> **Task item**: From the records below, extract only the lines running from the line with "middle tip: (952, 1042)" to the line with "middle dip: (924, 1025)", both lines included, reproducing them exactly.

> **Record extracts**:
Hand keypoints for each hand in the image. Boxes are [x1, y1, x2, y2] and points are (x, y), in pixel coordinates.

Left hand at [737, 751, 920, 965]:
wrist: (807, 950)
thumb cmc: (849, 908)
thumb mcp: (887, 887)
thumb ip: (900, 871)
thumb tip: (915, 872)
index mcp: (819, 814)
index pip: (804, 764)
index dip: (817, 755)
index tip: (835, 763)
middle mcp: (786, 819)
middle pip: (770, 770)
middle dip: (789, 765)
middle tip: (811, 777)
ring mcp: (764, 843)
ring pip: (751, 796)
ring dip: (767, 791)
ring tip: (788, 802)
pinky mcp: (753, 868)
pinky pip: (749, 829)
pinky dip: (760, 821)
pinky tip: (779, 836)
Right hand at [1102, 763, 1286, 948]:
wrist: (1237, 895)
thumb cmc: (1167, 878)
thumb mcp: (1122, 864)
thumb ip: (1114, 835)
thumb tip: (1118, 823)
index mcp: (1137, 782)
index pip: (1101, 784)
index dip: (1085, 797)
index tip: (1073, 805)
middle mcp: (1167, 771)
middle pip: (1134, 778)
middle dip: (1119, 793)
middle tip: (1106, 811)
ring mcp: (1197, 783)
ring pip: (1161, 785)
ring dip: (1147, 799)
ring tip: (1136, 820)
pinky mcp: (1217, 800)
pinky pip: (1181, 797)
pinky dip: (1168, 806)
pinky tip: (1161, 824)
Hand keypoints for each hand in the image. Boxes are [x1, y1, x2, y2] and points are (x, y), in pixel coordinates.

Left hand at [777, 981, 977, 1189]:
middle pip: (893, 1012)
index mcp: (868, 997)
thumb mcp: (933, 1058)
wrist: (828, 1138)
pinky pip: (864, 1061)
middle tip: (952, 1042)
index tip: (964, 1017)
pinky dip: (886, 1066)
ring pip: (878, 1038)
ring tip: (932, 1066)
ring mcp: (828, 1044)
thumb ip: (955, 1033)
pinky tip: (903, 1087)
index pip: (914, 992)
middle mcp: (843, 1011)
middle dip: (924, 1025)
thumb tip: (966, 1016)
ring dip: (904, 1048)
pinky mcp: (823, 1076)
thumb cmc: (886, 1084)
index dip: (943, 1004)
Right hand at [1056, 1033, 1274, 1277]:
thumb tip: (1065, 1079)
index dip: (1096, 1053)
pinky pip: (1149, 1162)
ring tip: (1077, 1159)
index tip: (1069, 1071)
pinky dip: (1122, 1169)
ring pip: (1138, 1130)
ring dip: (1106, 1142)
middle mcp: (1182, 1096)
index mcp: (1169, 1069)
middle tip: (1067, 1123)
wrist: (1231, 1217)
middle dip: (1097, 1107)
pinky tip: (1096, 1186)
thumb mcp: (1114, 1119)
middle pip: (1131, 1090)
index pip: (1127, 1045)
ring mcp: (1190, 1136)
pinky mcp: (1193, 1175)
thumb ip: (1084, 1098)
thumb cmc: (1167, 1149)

> **Response to the task**:
middle tip: (952, 1042)
index tip: (964, 1017)
pinky dip: (886, 1066)
ring pip: (878, 1038)
ring tip: (932, 1066)
ring mcp: (828, 1044)
thumb ip: (955, 1033)
pinky tip: (903, 1087)
index pip: (914, 992)
middle mcp: (843, 1011)
middle dip: (924, 1025)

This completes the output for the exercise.